• [WHAT YOU WILL DO]
All of the data is to be restated word for word.

• [GIVEN RECORDS]
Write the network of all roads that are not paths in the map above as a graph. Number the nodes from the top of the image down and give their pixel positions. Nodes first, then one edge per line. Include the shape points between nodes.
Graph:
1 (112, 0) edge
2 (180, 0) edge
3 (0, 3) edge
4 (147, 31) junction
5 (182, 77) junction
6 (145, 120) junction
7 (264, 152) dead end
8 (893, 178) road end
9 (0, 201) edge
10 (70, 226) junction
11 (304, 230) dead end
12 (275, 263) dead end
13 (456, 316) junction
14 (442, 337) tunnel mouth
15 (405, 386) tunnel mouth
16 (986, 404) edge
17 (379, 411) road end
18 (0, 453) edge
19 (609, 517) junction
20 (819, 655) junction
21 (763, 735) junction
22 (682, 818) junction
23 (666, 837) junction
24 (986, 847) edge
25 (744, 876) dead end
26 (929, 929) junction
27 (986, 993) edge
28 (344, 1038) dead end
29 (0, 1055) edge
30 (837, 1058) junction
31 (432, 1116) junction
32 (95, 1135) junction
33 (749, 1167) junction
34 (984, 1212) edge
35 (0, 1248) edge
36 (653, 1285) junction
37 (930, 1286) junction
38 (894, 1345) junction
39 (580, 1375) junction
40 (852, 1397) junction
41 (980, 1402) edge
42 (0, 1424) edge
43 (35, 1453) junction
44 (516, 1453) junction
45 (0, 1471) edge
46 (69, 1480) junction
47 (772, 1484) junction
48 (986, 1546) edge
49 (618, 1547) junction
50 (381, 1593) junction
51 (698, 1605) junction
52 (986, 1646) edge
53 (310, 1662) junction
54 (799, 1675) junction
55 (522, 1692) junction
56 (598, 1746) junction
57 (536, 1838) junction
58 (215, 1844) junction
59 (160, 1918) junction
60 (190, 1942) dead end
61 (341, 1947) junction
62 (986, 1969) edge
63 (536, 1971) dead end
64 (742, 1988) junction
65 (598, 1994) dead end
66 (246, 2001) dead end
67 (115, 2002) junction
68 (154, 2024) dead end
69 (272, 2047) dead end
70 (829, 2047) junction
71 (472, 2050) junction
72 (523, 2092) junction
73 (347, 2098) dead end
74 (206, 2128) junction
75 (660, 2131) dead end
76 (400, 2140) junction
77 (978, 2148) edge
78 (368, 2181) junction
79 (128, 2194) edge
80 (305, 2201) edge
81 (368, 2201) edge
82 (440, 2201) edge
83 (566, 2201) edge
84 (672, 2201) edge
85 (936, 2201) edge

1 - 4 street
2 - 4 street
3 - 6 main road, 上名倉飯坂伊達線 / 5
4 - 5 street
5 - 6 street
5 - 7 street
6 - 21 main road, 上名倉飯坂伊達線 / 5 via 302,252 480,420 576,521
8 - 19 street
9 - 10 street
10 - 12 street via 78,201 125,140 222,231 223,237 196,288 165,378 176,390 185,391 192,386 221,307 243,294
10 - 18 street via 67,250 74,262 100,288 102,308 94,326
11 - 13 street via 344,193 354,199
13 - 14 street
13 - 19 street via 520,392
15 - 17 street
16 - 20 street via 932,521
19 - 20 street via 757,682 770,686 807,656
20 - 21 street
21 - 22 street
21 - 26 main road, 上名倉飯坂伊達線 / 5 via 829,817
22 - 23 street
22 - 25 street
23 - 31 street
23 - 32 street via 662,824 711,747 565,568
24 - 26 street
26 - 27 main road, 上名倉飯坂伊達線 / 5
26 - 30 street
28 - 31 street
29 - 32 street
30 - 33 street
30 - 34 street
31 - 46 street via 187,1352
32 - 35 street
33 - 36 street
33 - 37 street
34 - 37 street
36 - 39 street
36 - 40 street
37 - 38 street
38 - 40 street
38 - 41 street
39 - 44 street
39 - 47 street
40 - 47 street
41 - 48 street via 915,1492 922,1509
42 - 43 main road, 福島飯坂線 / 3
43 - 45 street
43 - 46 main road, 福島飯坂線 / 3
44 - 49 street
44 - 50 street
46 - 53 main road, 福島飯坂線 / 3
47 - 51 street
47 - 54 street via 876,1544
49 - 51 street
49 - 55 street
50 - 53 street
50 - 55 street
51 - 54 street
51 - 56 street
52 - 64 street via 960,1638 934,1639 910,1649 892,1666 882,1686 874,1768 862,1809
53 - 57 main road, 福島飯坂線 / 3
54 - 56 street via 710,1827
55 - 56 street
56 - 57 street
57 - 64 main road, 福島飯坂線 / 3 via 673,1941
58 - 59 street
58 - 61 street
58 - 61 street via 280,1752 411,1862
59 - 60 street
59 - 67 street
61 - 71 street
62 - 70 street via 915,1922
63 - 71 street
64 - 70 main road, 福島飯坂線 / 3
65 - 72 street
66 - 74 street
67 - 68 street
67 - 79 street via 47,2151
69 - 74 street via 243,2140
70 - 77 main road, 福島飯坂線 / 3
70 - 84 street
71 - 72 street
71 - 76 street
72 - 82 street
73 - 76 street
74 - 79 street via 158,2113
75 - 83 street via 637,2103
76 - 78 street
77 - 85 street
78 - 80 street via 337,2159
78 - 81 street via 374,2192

• [RESPONSE AREA]
Write the network of all roads that are not paths in the map above as a graph. Number the nodes from the top of the image down and give their pixel positions. Nodes first, then one edge per line. Include the shape points between nodes.
Graph:
1 (112, 0) edge
2 (180, 0) edge
3 (0, 3) edge
4 (147, 31) junction
5 (182, 77) junction
6 (145, 120) junction
7 (264, 152) dead end
8 (893, 178) road end
9 (0, 201) edge
10 (70, 226) junction
11 (304, 230) dead end
12 (275, 263) dead end
13 (456, 316) junction
14 (442, 337) tunnel mouth
15 (405, 386) tunnel mouth
16 (986, 404) edge
17 (379, 411) road end
18 (0, 453) edge
19 (609, 517) junction
20 (819, 655) junction
21 (763, 735) junction
22 (682, 818) junction
23 (666, 837) junction
24 (986, 847) edge
25 (744, 876) dead end
26 (929, 929) junction
27 (986, 993) edge
28 (344, 1038) dead end
29 (0, 1055) edge
30 (837, 1058) junction
31 (432, 1116) junction
32 (95, 1135) junction
33 (749, 1167) junction
34 (984, 1212) edge
35 (0, 1248) edge
36 (653, 1285) junction
37 (930, 1286) junction
38 (894, 1345) junction
39 (580, 1375) junction
40 (852, 1397) junction
41 (980, 1402) edge
42 (0, 1424) edge
43 (35, 1453) junction
44 (516, 1453) junction
45 (0, 1471) edge
46 (69, 1480) junction
47 (772, 1484) junction
48 (986, 1546) edge
49 (618, 1547) junction
50 (381, 1593) junction
51 (698, 1605) junction
52 (986, 1646) edge
53 (310, 1662) junction
54 (799, 1675) junction
55 (522, 1692) junction
56 (598, 1746) junction
57 (536, 1838) junction
58 (215, 1844) junction
59 (160, 1918) junction
60 (190, 1942) dead end
61 (341, 1947) junction
62 (986, 1969) edge
63 (536, 1971) dead end
64 (742, 1988) junction
65 (598, 1994) dead end
66 (246, 2001) dead end
67 (115, 2002) junction
68 (154, 2024) dead end
69 (272, 2047) dead end
70 (829, 2047) junction
71 (472, 2050) junction
72 (523, 2092) junction
73 (347, 2098) dead end
74 (206, 2128) junction
75 (660, 2131) dead end
76 (400, 2140) junction
77 (978, 2148) edge
78 (368, 2181) junction
79 (128, 2194) edge
80 (305, 2201) edge
81 (368, 2201) edge
82 (440, 2201) edge
83 (566, 2201) edge
84 (672, 2201) edge
85 (936, 2201) edge

1 - 4 street
2 - 4 street
3 - 6 main road, 上名倉飯坂伊達線 / 5
4 - 5 street
5 - 6 street
5 - 7 street
6 - 21 main road, 上名倉飯坂伊達線 / 5 via 302,252 480,420 576,521
8 - 19 street
9 - 10 street
10 - 12 street via 78,201 125,140 222,231 223,237 196,288 165,378 176,390 185,391 192,386 221,307 243,294
10 - 18 street via 67,250 74,262 100,288 102,308 94,326
11 - 13 street via 344,193 354,199
13 - 14 street
13 - 19 street via 520,392
15 - 17 street
16 - 20 street via 932,521
19 - 20 street via 757,682 770,686 807,656
20 - 21 street
21 - 22 street
21 - 26 main road, 上名倉飯坂伊達線 / 5 via 829,817
22 - 23 street
22 - 25 street
23 - 31 street
23 - 32 street via 662,824 711,747 565,568
24 - 26 street
26 - 27 main road, 上名倉飯坂伊達線 / 5
26 - 30 street
28 - 31 street
29 - 32 street
30 - 33 street
30 - 34 street
31 - 46 street via 187,1352
32 - 35 street
33 - 36 street
33 - 37 street
34 - 37 street
36 - 39 street
36 - 40 street
37 - 38 street
38 - 40 street
38 - 41 street
39 - 44 street
39 - 47 street
40 - 47 street
41 - 48 street via 915,1492 922,1509
42 - 43 main road, 福島飯坂線 / 3
43 - 45 street
43 - 46 main road, 福島飯坂線 / 3
44 - 49 street
44 - 50 street
46 - 53 main road, 福島飯坂線 / 3
47 - 51 street
47 - 54 street via 876,1544
49 - 51 street
49 - 55 street
50 - 53 street
50 - 55 street
51 - 54 street
51 - 56 street
52 - 64 street via 960,1638 934,1639 910,1649 892,1666 882,1686 874,1768 862,1809
53 - 57 main road, 福島飯坂線 / 3
54 - 56 street via 710,1827
55 - 56 street
56 - 57 street
57 - 64 main road, 福島飯坂線 / 3 via 673,1941
58 - 59 street
58 - 61 street
58 - 61 street via 280,1752 411,1862
59 - 60 street
59 - 67 street
61 - 71 street
62 - 70 street via 915,1922
63 - 71 street
64 - 70 main road, 福島飯坂線 / 3
65 - 72 street
66 - 74 street
67 - 68 street
67 - 79 street via 47,2151
69 - 74 street via 243,2140
70 - 77 main road, 福島飯坂線 / 3
70 - 84 street
71 - 72 street
71 - 76 street
72 - 82 street
73 - 76 street
74 - 79 street via 158,2113
75 - 83 street via 637,2103
76 - 78 street
77 - 85 street
78 - 80 street via 337,2159
78 - 81 street via 374,2192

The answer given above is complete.